Geo-diverse resources with pacemaker

Condensed summary - if you need more detail, follow the links:

  • Corosync is a cluster communication / co-ordination service
  • Pacemaker is a cluster resource management system
  • Booth is a cluster ticket manager

Corosync joins several machines together in a cluster, without specifying what they're supposed to do. Pacemaker specifies what they're supposed to do - what applications and services are supposed to be running where. Booth is a layer on top which allows multiple clusters to manage resources between them.

Rule number one

You must have an odd number of machines in a cluster.

You cannot call one machine a cluster, therefore the minimum number of machines needed to create cluster is three.

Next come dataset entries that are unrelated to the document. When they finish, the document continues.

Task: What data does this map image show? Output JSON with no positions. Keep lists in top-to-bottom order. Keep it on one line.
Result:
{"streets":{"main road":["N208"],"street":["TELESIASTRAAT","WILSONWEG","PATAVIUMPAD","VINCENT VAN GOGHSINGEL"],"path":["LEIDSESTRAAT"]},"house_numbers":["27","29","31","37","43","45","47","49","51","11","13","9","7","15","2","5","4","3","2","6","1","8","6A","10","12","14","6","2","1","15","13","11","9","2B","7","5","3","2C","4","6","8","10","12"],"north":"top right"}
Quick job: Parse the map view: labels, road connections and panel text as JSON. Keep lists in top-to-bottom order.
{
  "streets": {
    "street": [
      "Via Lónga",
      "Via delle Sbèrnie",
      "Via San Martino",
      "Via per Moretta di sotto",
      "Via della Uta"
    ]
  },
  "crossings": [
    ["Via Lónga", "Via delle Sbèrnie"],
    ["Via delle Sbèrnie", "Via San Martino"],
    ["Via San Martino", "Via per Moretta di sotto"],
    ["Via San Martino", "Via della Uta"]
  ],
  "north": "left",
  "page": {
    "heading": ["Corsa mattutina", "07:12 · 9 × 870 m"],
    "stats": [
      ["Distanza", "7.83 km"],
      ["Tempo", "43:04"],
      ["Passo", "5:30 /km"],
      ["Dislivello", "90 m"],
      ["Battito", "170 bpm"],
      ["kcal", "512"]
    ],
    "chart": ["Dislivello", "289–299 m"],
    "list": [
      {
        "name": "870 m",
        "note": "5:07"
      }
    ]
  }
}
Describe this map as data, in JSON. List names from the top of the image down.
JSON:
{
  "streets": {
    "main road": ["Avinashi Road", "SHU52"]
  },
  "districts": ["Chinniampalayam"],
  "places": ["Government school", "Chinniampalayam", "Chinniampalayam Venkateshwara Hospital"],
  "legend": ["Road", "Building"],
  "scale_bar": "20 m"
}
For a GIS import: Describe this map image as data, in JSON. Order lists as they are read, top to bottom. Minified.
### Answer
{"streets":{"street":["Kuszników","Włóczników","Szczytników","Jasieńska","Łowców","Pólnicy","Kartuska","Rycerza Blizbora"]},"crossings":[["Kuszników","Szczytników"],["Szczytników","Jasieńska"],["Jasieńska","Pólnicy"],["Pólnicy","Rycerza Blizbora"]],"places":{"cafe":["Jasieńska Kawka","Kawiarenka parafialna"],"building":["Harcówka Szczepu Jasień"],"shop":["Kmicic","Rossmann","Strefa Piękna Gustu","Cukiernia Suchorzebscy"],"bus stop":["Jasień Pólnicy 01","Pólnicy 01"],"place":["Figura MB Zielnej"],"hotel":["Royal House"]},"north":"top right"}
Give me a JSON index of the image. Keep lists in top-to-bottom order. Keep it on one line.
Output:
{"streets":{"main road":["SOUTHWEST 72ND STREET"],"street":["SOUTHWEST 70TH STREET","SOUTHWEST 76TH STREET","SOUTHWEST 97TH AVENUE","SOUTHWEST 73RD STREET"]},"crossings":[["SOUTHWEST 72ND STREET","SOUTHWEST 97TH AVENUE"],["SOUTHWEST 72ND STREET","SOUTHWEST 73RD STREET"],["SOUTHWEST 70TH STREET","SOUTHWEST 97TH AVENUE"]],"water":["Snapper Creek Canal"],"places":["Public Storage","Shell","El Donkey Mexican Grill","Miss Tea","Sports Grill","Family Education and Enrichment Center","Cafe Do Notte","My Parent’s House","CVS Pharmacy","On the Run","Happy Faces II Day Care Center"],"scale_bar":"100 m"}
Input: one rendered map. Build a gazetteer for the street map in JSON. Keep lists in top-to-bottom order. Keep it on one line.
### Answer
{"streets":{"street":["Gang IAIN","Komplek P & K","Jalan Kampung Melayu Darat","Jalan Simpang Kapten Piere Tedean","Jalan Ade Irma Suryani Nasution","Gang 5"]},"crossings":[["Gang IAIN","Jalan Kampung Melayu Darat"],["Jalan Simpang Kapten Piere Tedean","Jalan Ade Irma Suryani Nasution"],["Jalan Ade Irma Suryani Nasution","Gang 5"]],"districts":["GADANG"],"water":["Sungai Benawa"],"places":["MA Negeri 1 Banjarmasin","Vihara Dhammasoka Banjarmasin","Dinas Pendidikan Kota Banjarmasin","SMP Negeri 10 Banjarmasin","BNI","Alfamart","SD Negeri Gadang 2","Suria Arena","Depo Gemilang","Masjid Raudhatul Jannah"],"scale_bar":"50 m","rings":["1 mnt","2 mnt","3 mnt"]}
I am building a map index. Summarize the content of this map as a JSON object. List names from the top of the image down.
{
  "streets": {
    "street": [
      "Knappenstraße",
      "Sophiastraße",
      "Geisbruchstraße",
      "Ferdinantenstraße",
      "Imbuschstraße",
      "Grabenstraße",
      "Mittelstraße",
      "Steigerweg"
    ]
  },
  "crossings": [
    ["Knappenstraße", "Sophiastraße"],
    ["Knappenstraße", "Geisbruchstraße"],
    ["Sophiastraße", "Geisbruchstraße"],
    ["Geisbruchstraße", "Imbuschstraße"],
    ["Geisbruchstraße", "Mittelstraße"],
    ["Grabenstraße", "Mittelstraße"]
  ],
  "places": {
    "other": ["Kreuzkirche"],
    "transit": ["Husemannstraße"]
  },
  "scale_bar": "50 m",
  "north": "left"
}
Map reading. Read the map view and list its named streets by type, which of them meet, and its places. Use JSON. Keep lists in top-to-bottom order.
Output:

If you want to go and try building a two-machine cluster, by all means go ahead, but don't complain to me when the two machines lose sight of each other (but keep talking to everything else) and it all goes horribly wrong™.

Basic corosync

Here's a simple corosync configuration file (you often don't actually need much more than this):

corosync.conf
totem {
    version: 2
    cluster_name: pleiades
    token: 3000
    token_retransmits_before_loss_const: 10
    clear_node_high_bit: yes
    crypto_cipher: aes256
    crypto_hash: sha1
}

logging {
    fileline: off
    to_stderr: no
    to_logfile: no
    logfile: /var/log/corosync/corosync.log
    to_syslog: yes
    debug: off
    timestamp: on
    logger_subsys {
        subsys: QUORUM
        debug: off
    }
}

quorum {
    provider: corosync_votequorum
}

nodelist {
    node {
        ring0_addr: 198.51.100.1
        nodeid: 1
        name: sterope
    }
    node {
        ring0_addr: 198.51.100.2
        nodeid: 2
        name: merope
    }
    node {
        ring0_addr: 198.51.100.3
        nodeid: 3
        name: electra
    }
}

This sets up a 3-node cluster in which at least two of the machines need to be in communication and running corosync for the cluster to be "active". They don't yet do anything useful, that comes next with pacemaker:

Basic pacemaker

Here's a simple pacemaker configuration file supporting a floating IP address which will be managed on one (and only one) of the three machines in the cluster. If that machine dies, another one takes over the IP address, and you have "a high-availability IP address" (on which you could run some application such as Apache or Asterisk if you wanted to):

cluster.cib
primitive IP-float4 IPaddr2 params ip=198.51.100.42 cidr_netmask=24 meta migration-threshold=3 failure-timeout=60 op monitor interval=5 timeout=20 on-fail=restart
group floater IP-float4 resource-stickiness=100
property cib-bootstrap-options: stonith-enabled=no no-quorum-policy=stop start-failure-is-fatal=false cluster-recheck-interval=60s

You use the above configuration file with the command:

  • crm configure load replace cluster.cib

Note that I did not really need to create the group definition "floater" since it only contains a single resource, but in practice I think it's unlikely that you only want one resource to be managed on its own, therefore I've included a group definition which can then be extended by listing the resources one after another (which, incidentally, also determines the order in which they get started and stopped - they're started left to right, and stopped right to left).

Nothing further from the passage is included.